[PLAN] Tracking issue for 2.10.1 #4125

henryiii · 2022-08-08T15:09:39Z

Known regressions regression Regression in a recent release :

Failed fixes:

fix(cmake): support vcpkg, try 2 #4123

Planned features:

Fixes:

The next release of PyPy will help too. :)

The text was updated successfully, but these errors were encountered:

rwgk · 2022-10-10T17:29:22Z

@henryiii @Skylion007 @ax3l

I've been turning over in my mind what we should do about #4105 — It leaves the 2.10 release in a doubt-full state, but unfortunately nobody provided even the slightest clue what the problem could be. I don't want to act on suspicions, as they could lead us astray badly and waste a lot of time. (Furthermore, if nobody cares enough to provide actionable clues, it puts the importance of the issue for them into doubt, too.)
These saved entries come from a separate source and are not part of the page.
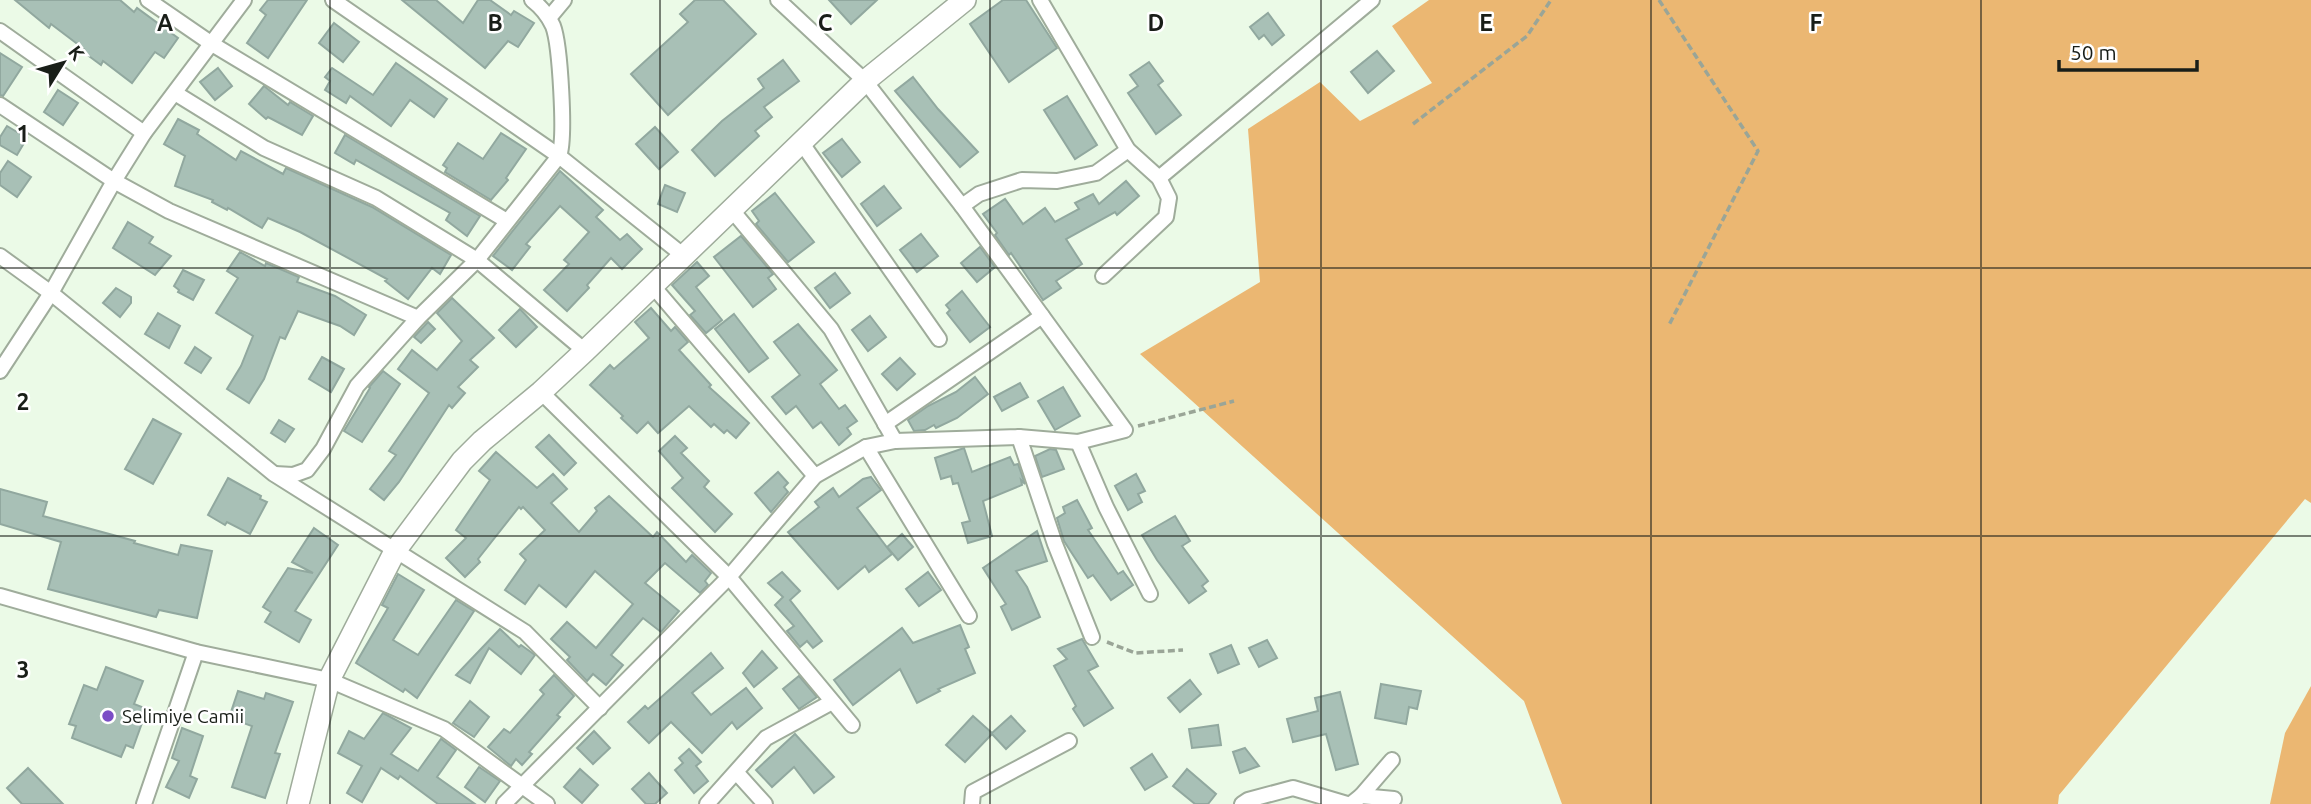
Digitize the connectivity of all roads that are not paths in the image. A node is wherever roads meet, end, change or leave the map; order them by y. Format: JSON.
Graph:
{"nodes":[{"id":1,"x":148,"y":0,"type":"edge"},
{"id":2,"x":244,"y":0,"type":"edge"},
{"id":3,"x":333,"y":0,"type":"edge"},
{"id":4,"x":532,"y":0,"type":"edge"},
{"id":5,"x":564,"y":0,"type":"edge"},
{"id":6,"x":778,"y":0,"type":"edge"},
{"id":7,"x":965,"y":0,"type":"edge"},
{"id":8,"x":1040,"y":0,"type":"edge"},
{"id":9,"x":1372,"y":0,"type":"edge"},
{"id":10,"x":549,"y":19,"type":"junction"},
{"id":11,"x":0,"y":31,"type":"edge"},
{"id":12,"x":212,"y":44,"type":"junction"},
{"id":13,"x":865,"y":81,"type":"junction"},
{"id":14,"x":175,"y":93,"type":"junction"},
{"id":15,"x":0,"y":105,"type":"edge"},
{"id":16,"x":144,"y":134,"type":"junction"},
{"id":17,"x":801,"y":142,"type":"junction"},
{"id":18,"x":1128,"y":150,"type":"junction"},
{"id":19,"x":559,"y":156,"type":"junction"},
{"id":20,"x":1158,"y":178,"type":"junction"},
{"id":21,"x":114,"y":181,"type":"junction"},
{"id":22,"x":962,"y":206,"type":"junction"},
{"id":23,"x":731,"y":209,"type":"junction"},
{"id":24,"x":507,"y":221,"type":"junction"},
{"id":25,"x":0,"y":256,"type":"edge"},
{"id":26,"x":684,"y":256,"type":"junction"},
{"id":27,"x":477,"y":260,"type":"junction"},
{"id":28,"x":1103,"y":276,"type":"dead end"},
{"id":29,"x":652,"y":285,"type":"junction"},
{"id":30,"x":51,"y":293,"type":"junction"},
{"id":31,"x":1042,"y":316,"type":"junction"},
{"id":32,"x":418,"y":318,"type":"junction"},
{"id":33,"x":939,"y":339,"type":"dead end"},
{"id":34,"x":585,"y":351,"type":"junction"},
{"id":35,"x":0,"y":371,"type":"edge"},
{"id":36,"x":541,"y":391,"type":"junction"},
{"id":37,"x":885,"y":424,"type":"junction"},
{"id":38,"x":1019,"y":437,"type":"junction"},
{"id":39,"x":895,"y":441,"type":"junction"},
{"id":40,"x":1078,"y":442,"type":"junction"},
{"id":41,"x":866,"y":447,"type":"junction"},
{"id":42,"x":274,"y":474,"type":"junction"},
{"id":43,"x":815,"y":476,"type":"junction"},
{"id":44,"x":395,"y":551,"type":"junction"},
{"id":45,"x":729,"y":577,"type":"junction"},
{"id":46,"x":1150,"y":594,"type":"dead end"},
{"id":47,"x":0,"y":596,"type":"edge"},
{"id":48,"x":969,"y":616,"type":"dead end"},
{"id":49,"x":1092,"y":637,"type":"road end"},
{"id":50,"x":196,"y":652,"type":"junction"},
{"id":51,"x":329,"y":680,"type":"junction"},
{"id":52,"x":832,"y":702,"type":"junction"},
{"id":53,"x":600,"y":708,"type":"junction"},
{"id":54,"x":852,"y":725,"type":"dead end"},
{"id":55,"x":1069,"y":741,"type":"dead end"},
{"id":56,"x":1392,"y":760,"type":"dead end"},
{"id":57,"x":737,"y":772,"type":"junction"},
{"id":58,"x":522,"y":785,"type":"junction"},
{"id":59,"x":1394,"y":799,"type":"dead end"},
{"id":60,"x":1353,"y":801,"type":"edge"},
{"id":61,"x":301,"y":803,"type":"edge"},
{"id":62,"x":144,"y":804,"type":"edge"},
{"id":63,"x":504,"y":804,"type":"edge"},
{"id":64,"x":547,"y":804,"type":"edge"},
{"id":65,"x":707,"y":804,"type":"edge"},
{"id":66,"x":765,"y":804,"type":"edge"},
{"id":67,"x":972,"y":804,"type":"edge"},
{"id":68,"x":1241,"y":804,"type":"edge"}],
"edges":[{"from":1,"to":12,"type":"street"},
{"from":2,"to":12,"type":"street"},
{"from":3,"to":19,"type":"street"},
{"from":4,"to":10,"type":"street"},
{"from":5,"to":10,"type":"street"},
{"from":6,"to":13,"type":"street"},
{"from":7,"to":13,"type":"street"},
{"from":8,"to":18,"type":"street"},
{"from":9,"to":20,"type":"street"},
{"from":10,"to":19,"type":"street"},
{"from":11,"to":16,"type":"street"},
{"from":12,"to":14,"type":"street"},
{"from":12,"to":24,"type":"street"},
{"from":13,"to":17,"type":"street"},
{"from":13,"to":22,"type":"street"},
{"from":14,"to":16,"type":"street"},
{"from":14,"to":27,"type":"street"},
{"from":15,"to":21,"type":"street"},
{"from":16,"to":21,"type":"street"},
{"from":17,"to":23,"type":"street"},
{"from":17,"to":33,"type":"street"},
{"from":18,"to":20,"type":"street"},
{"from":18,"to":22,"type":"street"},
{"from":19,"to":24,"type":"street"},
{"from":19,"to":26,"type":"street"},
{"from":20,"to":28,"type":"street"},
{"from":21,"to":30,"type":"street"},
{"from":21,"to":32,"type":"street"},
{"from":22,"to":31,"type":"street"},
{"from":23,"to":26,"type":"street"},
{"from":23,"to":37,"type":"street"},
{"from":24,"to":27,"type":"street"},
{"from":25,"to":30,"type":"street"},
{"from":26,"to":29,"type":"street"},
{"from":27,"to":32,"type":"street"},
{"from":27,"to":34,"type":"street"},
{"from":29,"to":34,"type":"street"},
{"from":29,"to":43,"type":"street"},
{"from":30,"to":35,"type":"street"},
{"from":30,"to":42,"type":"street"},
{"from":31,"to":37,"type":"street"},
{"from":31,"to":40,"type":"street"},
{"from":32,"to":42,"type":"street"},
{"from":34,"to":36,"type":"street"},
{"from":36,"to":44,"type":"street"},
{"from":36,"to":45,"type":"street"},
{"from":37,"to":39,"type":"street"},
{"from":38,"to":39,"type":"street"},
{"from":38,"to":40,"type":"street"},
{"from":38,"to":49,"type":"street"},
{"from":39,"to":41,"type":"street"},
{"from":40,"to":46,"type":"street"},
{"from":41,"to":43,"type":"street"},
{"from":41,"to":48,"type":"street"},
{"from":42,"to":44,"type":"street"},
{"from":43,"to":45,"type":"street"},
{"from":44,"to":51,"type":"street"},
{"from":44,"to":53,"type":"street"},
{"from":45,"to":52,"type":"street"},
{"from":45,"to":53,"type":"street"},
{"from":47,"to":50,"type":"street"},
{"from":50,"to":51,"type":"street"},
{"from":50,"to":62,"type":"street"},
{"from":51,"to":58,"type":"street"},
{"from":51,"to":61,"type":"street"},
{"from":52,"to":54,"type":"street"},
{"from":52,"to":57,"type":"street"},
{"from":53,"to":58,"type":"street"},
{"from":55,"to":67,"type":"street"},
{"from":56,"to":60,"type":"street"},
{"from":57,"to":65,"type":"street"},
{"from":57,"to":66,"type":"street"},
{"from":58,"to":63,"type":"street"},
{"from":58,"to":64,"type":"street"},
{"from":59,"to":60,"type":"street"},
{"from":60,"to":68,"type":"street"}]}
In the meantime we also got:

Add Eigen::Tensor & Eigen::TensorMap support #4201
Add PYBIND11_SIMPLE_GIL_MANAGEMENT option (cmake, C++ define) #4216 (with Strip down gil.h to the simple version only. #4218 as the best resolution IMO)

Considering all of this together, I believe it will be best to abandon the 2.10 line b/o the doubts about ABI compatibility, and
go straight to 2.11, bumping the internals version (to resolve the doubts) but leave the #ifs of #4218 (internals.h) in place for now, so people can choose to go back to internals version 4 if it works for them and they are ok with the doubts.

henryiii · 2022-10-10T18:15:12Z

I'm still strongly in favor of a 2.10.1. It will be be no worse than 2.10.0, and it needs to be done before 3.11 is released, which is combine up soon. Both of those "bigger" changes above really should sit in master for a bit before release.

Also, I don't think an ABI bump with a "go back" option is all that useful. Distributions like conda-forge can't handle "selectable" ABI bumps. A version of pybind11 has a set ABI, and they can run a migration if it changes. Let's release a 2.10.1 later this week, then put in those larger changes, maybe go ahead and merge some of the other ABI bump ideas we've had in the past, then do a 2.11 properly.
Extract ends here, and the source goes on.